Alors se dirige-t-on vers une victoire finale des Kings tant tout semble leur sourire dans ces playoffs? En tout cas si ça devait arriver je ne serai pas surpris et LA serait un très beau champion. Oui mais voilà, les séries c’est quelque chose de spécial et l’expérience est une grande conseillère et une alliée dans ce cas de figure. Niveau expérience, les Kings ne comptent aucun champion de la Stanley Cup dans leurs rangs; seulement quatre finalistes malheureux : Mike Richards, Jeff Carter, Jarett Stoll et Justin Penner. En revanche, les Devils ont encore dans leur effectif deux “survivants” du titre de 2003 : Patrick Elias et Martin Brodeur! Brodeur sera un élément déterminent de la finale. Son expérience en finale de la Stanley Cup est comme nulle autre pareille dans cette ligue. Avec 4 finales à son actif, Brodeur connait toute la complexité de cet évènement et il saura parfaitement le gérer. Je demeure perplexe de la capacité de Jonathan Quick à en faire autant et à dominer Brodeur sur ce terrain là.
Qui plus est le momentum acquis par les Devils suite à leur victoire face aux Rangers est assez incroyable. Depuis la demi-finale face aux Flyers, je sent que les Devils ont le vent en poupe. Difficile de départager ces équipes sur ce terrain là car L.A, niveau momentum, c’est très fort également.
Chose important dans les playoffs et encore plus lors de la finale de la Stanley Cup, la profondeur de l’effectif et la capacité des dernières lignes à produire. Généralement ce sont les joueurs de 3ème et 4ème trio qui font les champion aussi invraisemblable que cela puisse paraitre. Sur ce terrain là NJ domine les Kings avec leur 4ème ligne archi-productive. Composée de Ryan Carter, Stéphane Gionta et Steve Bernier, cette ligne a engrangée depuis le début des séries pas moins de 19 points et 9 buts. Du côté de LA, cette dernière ligne ne dépasse même pas les 10 pts. Je pense que cette quatrième ligne des Devils pourrait avoir un impact important et insuspecté sur cette finale car les Kings n’ont pas rencontré jusque là d’équipes capables de leur opposer une profondeur d’effectif important et terme d’efficacité.

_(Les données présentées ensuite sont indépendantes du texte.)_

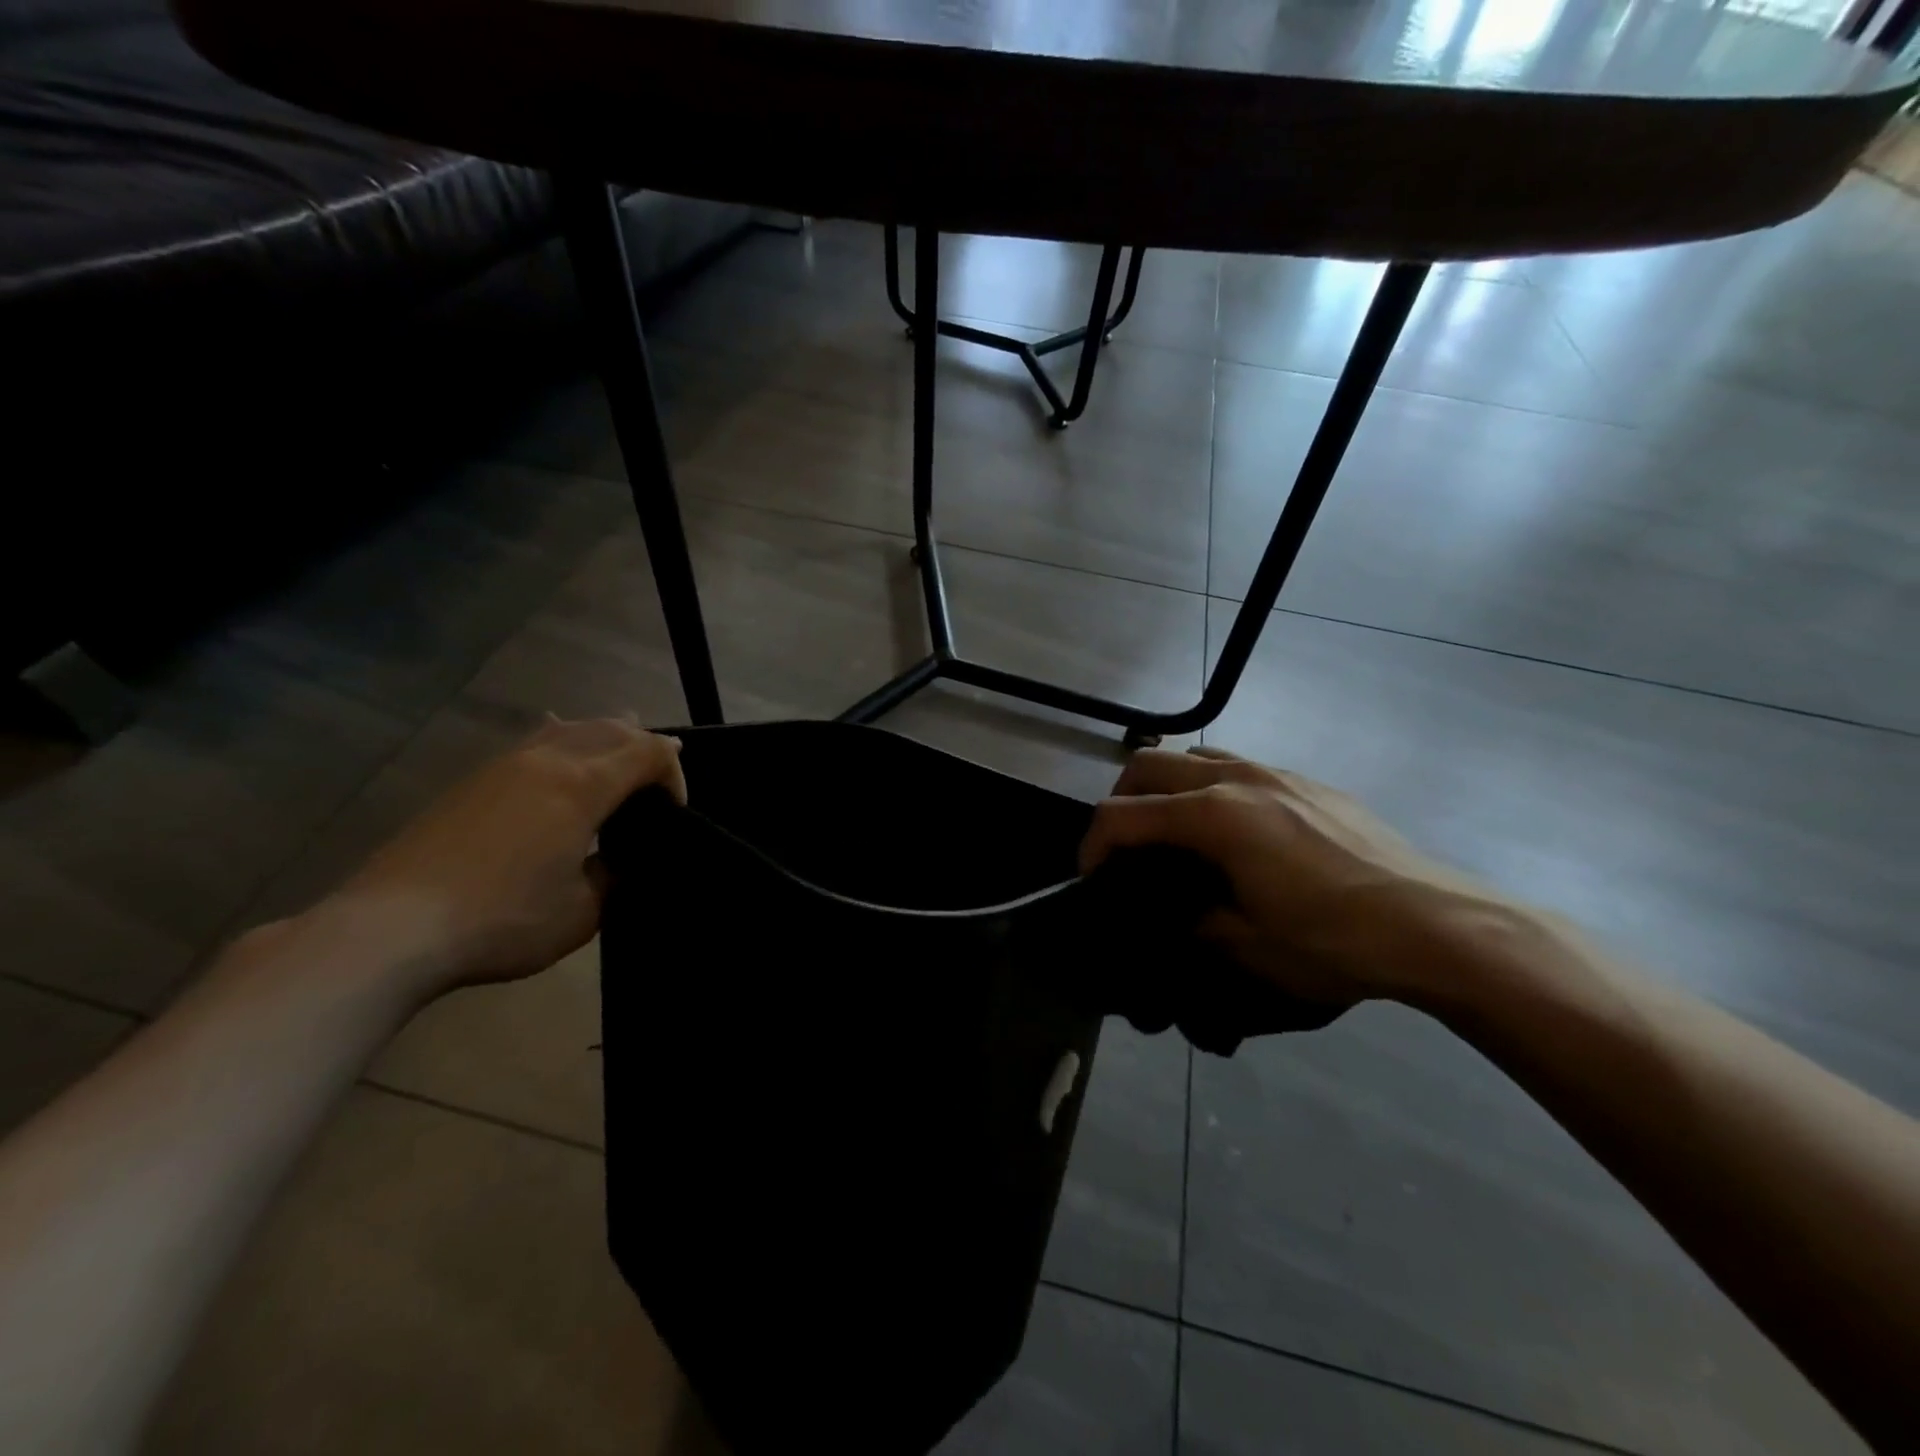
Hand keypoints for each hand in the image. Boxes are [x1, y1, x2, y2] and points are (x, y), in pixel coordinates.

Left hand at [328, 716, 685, 994]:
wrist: (392, 929)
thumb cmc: (503, 920)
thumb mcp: (584, 911)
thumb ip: (614, 874)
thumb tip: (617, 858)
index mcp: (583, 786)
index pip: (650, 752)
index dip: (675, 774)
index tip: (674, 812)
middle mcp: (548, 760)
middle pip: (613, 729)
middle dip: (646, 748)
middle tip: (657, 784)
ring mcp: (505, 765)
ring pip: (571, 727)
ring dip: (605, 738)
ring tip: (619, 755)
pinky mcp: (474, 781)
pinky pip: (534, 741)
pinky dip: (563, 740)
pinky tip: (559, 744)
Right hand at [1079, 746, 1516, 1008]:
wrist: (1437, 925)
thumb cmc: (1335, 940)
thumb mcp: (1248, 948)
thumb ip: (1194, 922)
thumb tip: (1179, 913)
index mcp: (1214, 817)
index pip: (1124, 815)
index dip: (1093, 845)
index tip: (1091, 879)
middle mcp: (1237, 779)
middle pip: (1149, 764)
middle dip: (1121, 801)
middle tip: (1124, 848)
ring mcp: (1277, 773)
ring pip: (1196, 755)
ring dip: (1167, 787)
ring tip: (1174, 833)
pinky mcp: (1309, 783)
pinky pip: (1240, 768)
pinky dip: (1212, 788)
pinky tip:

Un chose est sûre, cette série sera disputée. Je la vois aller en 7 matchs. Les deux équipes ont démontrées qu’elles sont autant capables d’allé chercher des matchs à l’extérieur qu’être maître à domicile lorsqu’il le faut. Face à tant d’arguments, il faudra selon moi un match 7 et toute la dramaturgie qu’il comporte pour nous donner le nom de ce champion 2011/2012.
Prédiction : New Jersey Devils, Champions en 7!